After failing to meet the Department of Elementary and Secondary Education’s goals for the school, the district has been placed on notice that state action is pending.
Administrator Karla Matlock was informed of the impending action in November. The school then notified staff and district residents that Wyaconda C-I School may be closed on June 30, 2008.
Published reports have noted that dissolution of the school is the likely recommendation to be made by DESE. However, state representatives are planning a public hearing sometime in January to allow district residents to comment on the situation.
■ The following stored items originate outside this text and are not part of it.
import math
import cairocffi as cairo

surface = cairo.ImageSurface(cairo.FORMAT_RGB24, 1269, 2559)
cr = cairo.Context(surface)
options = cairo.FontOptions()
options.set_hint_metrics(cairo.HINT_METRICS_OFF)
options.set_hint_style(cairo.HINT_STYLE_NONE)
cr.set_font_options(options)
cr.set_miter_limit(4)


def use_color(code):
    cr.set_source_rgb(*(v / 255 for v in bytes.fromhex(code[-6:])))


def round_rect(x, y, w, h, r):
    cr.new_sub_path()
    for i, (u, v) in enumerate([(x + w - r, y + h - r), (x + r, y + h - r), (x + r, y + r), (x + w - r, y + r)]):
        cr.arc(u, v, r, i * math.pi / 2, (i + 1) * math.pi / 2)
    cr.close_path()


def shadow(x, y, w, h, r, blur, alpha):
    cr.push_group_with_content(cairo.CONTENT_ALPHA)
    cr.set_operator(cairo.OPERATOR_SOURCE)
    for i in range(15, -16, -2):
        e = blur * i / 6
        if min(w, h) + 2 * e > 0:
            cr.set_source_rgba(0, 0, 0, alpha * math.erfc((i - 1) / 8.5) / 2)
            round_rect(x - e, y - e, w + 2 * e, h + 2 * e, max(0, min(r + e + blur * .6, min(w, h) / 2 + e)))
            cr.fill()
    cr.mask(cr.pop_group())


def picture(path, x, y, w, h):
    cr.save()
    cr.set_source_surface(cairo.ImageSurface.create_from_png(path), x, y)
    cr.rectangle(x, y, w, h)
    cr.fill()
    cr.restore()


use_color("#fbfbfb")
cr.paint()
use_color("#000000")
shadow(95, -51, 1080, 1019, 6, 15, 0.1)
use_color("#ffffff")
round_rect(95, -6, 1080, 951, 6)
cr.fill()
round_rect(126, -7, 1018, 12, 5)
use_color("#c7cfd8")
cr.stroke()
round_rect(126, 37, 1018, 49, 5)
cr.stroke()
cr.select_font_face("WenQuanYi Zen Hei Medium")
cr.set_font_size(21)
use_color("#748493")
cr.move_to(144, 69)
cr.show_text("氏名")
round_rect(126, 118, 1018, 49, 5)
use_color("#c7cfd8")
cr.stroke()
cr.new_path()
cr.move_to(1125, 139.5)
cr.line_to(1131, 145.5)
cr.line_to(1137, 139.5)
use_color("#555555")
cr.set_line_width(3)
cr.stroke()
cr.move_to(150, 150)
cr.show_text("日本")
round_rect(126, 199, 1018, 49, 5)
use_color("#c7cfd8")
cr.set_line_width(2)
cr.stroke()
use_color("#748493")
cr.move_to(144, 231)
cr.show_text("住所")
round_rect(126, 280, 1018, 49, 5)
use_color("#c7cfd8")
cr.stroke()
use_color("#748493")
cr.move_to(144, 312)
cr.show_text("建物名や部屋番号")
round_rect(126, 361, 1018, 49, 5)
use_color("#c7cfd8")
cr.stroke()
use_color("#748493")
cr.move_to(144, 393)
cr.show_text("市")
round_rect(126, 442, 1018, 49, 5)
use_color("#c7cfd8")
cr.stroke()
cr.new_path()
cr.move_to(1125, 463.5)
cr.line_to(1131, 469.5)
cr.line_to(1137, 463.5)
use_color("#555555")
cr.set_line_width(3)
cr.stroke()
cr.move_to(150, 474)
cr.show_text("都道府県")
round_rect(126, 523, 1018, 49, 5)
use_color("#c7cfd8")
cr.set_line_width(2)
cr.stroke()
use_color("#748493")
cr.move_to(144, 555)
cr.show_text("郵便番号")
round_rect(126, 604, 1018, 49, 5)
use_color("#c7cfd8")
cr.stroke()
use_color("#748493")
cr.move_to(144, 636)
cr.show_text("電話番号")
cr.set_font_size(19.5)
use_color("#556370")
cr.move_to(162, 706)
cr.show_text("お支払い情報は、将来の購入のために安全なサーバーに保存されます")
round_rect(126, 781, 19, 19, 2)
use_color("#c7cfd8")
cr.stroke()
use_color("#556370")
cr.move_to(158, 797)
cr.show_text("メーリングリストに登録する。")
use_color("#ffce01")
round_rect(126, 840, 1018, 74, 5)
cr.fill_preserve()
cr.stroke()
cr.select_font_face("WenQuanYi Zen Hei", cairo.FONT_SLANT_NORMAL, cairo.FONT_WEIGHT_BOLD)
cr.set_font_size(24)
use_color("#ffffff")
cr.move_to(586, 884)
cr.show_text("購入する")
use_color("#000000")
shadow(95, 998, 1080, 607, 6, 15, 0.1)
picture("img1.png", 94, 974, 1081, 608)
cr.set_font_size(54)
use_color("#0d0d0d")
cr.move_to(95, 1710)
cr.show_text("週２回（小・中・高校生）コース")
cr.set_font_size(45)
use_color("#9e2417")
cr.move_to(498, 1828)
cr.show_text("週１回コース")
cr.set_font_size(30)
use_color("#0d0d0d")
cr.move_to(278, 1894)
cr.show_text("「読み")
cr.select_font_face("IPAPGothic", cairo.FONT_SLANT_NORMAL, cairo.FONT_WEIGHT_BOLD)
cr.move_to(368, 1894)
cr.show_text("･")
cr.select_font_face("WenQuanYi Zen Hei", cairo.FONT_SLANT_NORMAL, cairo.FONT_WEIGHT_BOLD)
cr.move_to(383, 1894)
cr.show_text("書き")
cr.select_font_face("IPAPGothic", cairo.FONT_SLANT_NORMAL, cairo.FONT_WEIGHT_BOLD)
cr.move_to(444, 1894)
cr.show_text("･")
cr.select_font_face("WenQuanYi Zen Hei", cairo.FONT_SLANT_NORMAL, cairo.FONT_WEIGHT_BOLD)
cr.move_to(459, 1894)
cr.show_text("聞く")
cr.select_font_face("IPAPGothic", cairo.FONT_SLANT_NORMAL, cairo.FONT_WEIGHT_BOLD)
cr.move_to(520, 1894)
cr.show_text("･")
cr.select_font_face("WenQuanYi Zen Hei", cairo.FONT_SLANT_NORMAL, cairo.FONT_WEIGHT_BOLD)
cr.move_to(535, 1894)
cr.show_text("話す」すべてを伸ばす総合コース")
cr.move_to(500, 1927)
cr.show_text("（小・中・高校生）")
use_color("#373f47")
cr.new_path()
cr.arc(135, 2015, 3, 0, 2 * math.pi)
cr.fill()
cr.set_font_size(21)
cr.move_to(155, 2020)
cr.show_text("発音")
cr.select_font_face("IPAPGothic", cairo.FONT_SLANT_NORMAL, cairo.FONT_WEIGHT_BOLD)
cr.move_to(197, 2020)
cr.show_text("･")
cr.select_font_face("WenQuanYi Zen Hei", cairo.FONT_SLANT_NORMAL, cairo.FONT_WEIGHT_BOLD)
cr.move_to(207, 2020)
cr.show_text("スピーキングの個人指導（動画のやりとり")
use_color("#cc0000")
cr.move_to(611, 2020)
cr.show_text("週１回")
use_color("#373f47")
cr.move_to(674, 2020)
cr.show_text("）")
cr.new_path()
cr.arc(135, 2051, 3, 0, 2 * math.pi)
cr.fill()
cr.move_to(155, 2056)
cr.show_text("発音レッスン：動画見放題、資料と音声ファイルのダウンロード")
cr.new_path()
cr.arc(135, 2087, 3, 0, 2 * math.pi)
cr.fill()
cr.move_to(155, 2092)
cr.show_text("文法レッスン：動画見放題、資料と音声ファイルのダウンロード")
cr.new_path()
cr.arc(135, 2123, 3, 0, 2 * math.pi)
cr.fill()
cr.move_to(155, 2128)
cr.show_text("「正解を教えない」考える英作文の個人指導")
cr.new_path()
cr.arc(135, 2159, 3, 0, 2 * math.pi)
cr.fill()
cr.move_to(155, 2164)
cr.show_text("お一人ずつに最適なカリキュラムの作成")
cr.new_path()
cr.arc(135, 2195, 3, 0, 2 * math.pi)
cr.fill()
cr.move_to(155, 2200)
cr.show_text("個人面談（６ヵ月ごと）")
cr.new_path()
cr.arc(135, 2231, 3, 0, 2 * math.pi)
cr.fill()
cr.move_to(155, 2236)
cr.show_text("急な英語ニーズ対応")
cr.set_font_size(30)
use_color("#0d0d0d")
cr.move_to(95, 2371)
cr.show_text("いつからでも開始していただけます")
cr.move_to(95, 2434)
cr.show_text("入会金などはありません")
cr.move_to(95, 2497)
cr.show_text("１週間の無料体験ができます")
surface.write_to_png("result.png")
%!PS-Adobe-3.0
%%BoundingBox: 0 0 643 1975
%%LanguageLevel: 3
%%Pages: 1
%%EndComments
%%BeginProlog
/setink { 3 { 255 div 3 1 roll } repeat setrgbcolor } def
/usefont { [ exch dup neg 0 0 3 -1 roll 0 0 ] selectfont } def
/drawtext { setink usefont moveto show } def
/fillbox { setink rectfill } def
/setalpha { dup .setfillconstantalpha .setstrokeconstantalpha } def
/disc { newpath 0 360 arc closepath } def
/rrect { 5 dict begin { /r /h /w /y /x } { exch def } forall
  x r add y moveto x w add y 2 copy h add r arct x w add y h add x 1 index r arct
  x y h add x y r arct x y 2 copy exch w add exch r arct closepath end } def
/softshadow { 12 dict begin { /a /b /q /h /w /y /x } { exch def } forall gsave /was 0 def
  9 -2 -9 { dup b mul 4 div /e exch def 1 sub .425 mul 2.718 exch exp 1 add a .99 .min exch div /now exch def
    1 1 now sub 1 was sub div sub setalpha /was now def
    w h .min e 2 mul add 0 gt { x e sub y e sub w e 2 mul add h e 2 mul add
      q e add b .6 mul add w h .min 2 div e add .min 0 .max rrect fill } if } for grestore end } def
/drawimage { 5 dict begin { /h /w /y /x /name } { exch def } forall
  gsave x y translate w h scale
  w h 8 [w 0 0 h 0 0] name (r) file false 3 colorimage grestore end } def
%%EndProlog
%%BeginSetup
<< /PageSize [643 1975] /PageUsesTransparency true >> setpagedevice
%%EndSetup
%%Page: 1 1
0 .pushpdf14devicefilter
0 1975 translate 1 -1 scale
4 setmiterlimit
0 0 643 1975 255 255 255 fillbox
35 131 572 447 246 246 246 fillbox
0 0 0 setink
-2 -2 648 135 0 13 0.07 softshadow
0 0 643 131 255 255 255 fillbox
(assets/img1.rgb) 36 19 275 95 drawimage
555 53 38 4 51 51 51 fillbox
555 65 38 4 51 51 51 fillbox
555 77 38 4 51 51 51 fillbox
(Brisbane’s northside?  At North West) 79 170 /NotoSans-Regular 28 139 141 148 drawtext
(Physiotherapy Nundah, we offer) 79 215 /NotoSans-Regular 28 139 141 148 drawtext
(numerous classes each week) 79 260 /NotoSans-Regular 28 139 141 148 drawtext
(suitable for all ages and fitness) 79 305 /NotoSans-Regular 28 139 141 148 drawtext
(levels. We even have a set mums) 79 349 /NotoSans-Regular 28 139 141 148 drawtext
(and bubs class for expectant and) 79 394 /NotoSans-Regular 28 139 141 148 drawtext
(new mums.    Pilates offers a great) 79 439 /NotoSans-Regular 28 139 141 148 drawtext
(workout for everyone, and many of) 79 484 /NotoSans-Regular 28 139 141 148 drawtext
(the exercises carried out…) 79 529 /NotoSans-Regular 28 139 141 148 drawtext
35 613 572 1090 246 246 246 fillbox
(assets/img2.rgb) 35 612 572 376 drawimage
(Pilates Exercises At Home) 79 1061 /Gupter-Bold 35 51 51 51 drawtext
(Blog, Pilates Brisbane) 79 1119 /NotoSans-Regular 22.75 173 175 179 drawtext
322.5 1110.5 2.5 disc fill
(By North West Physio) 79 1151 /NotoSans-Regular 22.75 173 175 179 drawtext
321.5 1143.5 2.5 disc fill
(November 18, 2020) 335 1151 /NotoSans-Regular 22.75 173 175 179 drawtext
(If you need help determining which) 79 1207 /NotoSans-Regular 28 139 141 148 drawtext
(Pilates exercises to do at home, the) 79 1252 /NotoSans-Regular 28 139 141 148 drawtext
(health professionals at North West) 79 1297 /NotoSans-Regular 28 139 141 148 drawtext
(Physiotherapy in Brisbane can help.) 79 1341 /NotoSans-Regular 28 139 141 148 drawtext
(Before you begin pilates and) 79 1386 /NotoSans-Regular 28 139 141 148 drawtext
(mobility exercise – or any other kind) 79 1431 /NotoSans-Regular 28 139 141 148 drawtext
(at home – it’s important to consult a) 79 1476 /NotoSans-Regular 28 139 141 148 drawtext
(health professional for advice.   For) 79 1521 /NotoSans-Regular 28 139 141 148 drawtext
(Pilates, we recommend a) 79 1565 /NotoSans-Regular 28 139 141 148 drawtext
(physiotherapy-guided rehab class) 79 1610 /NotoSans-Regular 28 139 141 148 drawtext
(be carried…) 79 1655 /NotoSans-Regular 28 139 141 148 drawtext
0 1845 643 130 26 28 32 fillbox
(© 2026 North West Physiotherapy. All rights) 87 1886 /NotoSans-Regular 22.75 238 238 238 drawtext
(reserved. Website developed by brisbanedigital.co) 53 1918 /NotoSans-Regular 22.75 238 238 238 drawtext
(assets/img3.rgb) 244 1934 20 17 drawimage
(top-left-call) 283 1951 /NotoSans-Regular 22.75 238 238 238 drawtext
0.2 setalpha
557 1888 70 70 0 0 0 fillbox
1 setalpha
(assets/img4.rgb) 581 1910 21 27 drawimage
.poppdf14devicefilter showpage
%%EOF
The district was given unaccredited status in 2006 after failing to meet state mandated goals in the Annual Performance Report. This year the school earned three of the nine possible points on the APR that includes the state standardized tests. That fell short of the state’s target of four of nine for the school, prompting the action by DESE.
According to the DESE annual report card, the district’s enrollment in kindergarten through eighth grade is at 33 students this year. Those numbers are supported by an annual budget of approximately $575,000, which is comprised of roughly $200,000 in local tax base, $250,000 in state funds and another $100,000 in federal money.
If closed, the district likely will ultimately be added to either the Clark County or Scotland County school districts, or both, which would absorb the Wyaconda C-I district $3.785 million appraised value.
But the district has announced it will not be going down without a fight.
Matlock stated the board has hired an attorney to review the situation.
“The board felt like it owed it to the staff, patrons and most importantly the students to see this thing through to the end to determine if there is anything that can be done to save our school,” Matlock said.